The Frost Estate, Dearborn, MD

As a psychic detective, I've had some of the most bizarre, if not bugnut crazy telepathic episodes.  Like the time I experienced a migraine and an orgasm while doing a reading on a serial killer.  

Twenty-six-year-old Ellen Neal's hatred for men resulted in ten brutal murders.  All of which followed the same sadistic pattern--except for the last one.  That victim she actually slept with.  But after the man dosed off, sweaty and sated, she bashed his brains in with a paperweight. Jacked him up so bad, the funeral director insisted on a closed casket.  

I worked the case in an unofficial capacity--read: off the books--so none of my telepathic observations could be used as evidence, but I was the first to point the cops in Neal's direction.  As it turned out, my instincts were right. The woman was a straight-up nutbag.

With an angel's face and a cheerleader's smile, Neal was sweetness and light personified, but her emotions gave my senses a much darker picture.  Namely, the skull-numbing headache-orgasm I had the first time she saw the coroner's grizzly photos. The pleasure-pain combo hit me the second she touched them. What a horror that was.  I had to suffer in silence while she gleefully relived the sex and the kill repeatedly.  No question, she was guilty as hell, but it took a hidden bloody toe print and two pubic hairs before detectives could indict her.  

Neal is currently sitting on death row in Muncy, Pennsylvania.

I have a gift for reading people's emotions.  Most of the time my 'auras' come through one or more of the five senses, but I can't control the form they take.  Some days, I see visions or smell odors.  Other times I taste or feel something, and on rare occasions, I even hear music and voices.  Then there's the bizarro variety, like the creepy orgasm-migraine I had during the Neal case.  Overall, my degree of accuracy stands at about 90%, a success rate I hoped would carry me through my latest case, the most challenging of my career.  
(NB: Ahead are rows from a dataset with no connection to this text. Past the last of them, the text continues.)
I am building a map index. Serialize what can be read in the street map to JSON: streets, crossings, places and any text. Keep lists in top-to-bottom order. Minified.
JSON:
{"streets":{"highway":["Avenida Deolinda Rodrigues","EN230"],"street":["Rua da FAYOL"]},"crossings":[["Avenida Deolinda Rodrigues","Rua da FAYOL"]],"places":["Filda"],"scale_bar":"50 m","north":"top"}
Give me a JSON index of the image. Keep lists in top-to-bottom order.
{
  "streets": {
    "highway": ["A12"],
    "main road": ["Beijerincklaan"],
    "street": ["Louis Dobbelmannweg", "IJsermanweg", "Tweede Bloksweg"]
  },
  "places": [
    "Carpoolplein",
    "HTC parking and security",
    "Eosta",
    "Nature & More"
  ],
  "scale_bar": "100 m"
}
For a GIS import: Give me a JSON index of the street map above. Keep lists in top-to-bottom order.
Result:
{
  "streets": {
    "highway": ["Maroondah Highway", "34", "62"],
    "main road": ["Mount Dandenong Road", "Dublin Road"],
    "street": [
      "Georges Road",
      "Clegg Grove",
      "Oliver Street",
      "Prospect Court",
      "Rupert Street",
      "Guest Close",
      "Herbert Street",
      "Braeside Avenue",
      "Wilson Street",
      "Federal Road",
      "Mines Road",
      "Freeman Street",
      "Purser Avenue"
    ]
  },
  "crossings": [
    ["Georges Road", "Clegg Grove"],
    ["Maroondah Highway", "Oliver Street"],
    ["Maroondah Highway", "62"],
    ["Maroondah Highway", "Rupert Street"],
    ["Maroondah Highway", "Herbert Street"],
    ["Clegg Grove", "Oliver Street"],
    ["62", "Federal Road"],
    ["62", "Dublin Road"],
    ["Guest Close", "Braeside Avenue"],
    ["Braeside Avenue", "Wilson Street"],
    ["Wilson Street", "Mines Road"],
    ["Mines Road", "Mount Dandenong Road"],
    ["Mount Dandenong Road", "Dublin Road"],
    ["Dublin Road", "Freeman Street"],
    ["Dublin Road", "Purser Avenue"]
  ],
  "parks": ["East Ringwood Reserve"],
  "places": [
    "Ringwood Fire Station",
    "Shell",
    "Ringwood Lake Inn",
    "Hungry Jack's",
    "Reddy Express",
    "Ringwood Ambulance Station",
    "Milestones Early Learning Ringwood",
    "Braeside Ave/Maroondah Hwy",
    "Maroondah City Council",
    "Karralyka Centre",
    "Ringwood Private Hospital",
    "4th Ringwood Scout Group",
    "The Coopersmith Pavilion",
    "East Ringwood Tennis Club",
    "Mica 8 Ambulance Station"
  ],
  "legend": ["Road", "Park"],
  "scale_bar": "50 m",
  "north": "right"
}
The death of Caryn Gilson, my ex-best friend.

I'd watched her boss closely.  Waited for the perfect chance to breach his inner circle. Though he didn't have a security detail or bodyguards, he'd sealed the outer perimeter of his Georgian-style mansion tighter than Buckingham Palace.  Mile-high gates, cameras, and motion-sensors abounded.

Whenever he ventured out, he blended in with the crowd or vanished into traffic as if by magic.  Photographing him proved even more challenging.  Where's Waldo had nothing on this guy.  Every picture I'd taken--and I'd shot dozens--came out blurry or obscured somehow.  Digital.  Instant.  It didn't matter.  The man seemed as elusive as Alice's white rabbit.  But patience was a virtue, and mine had paid off.  After months of legwork, tons of research, and a gazillion surveillance hours, I'd finally found a way inside Braeden Frost's house.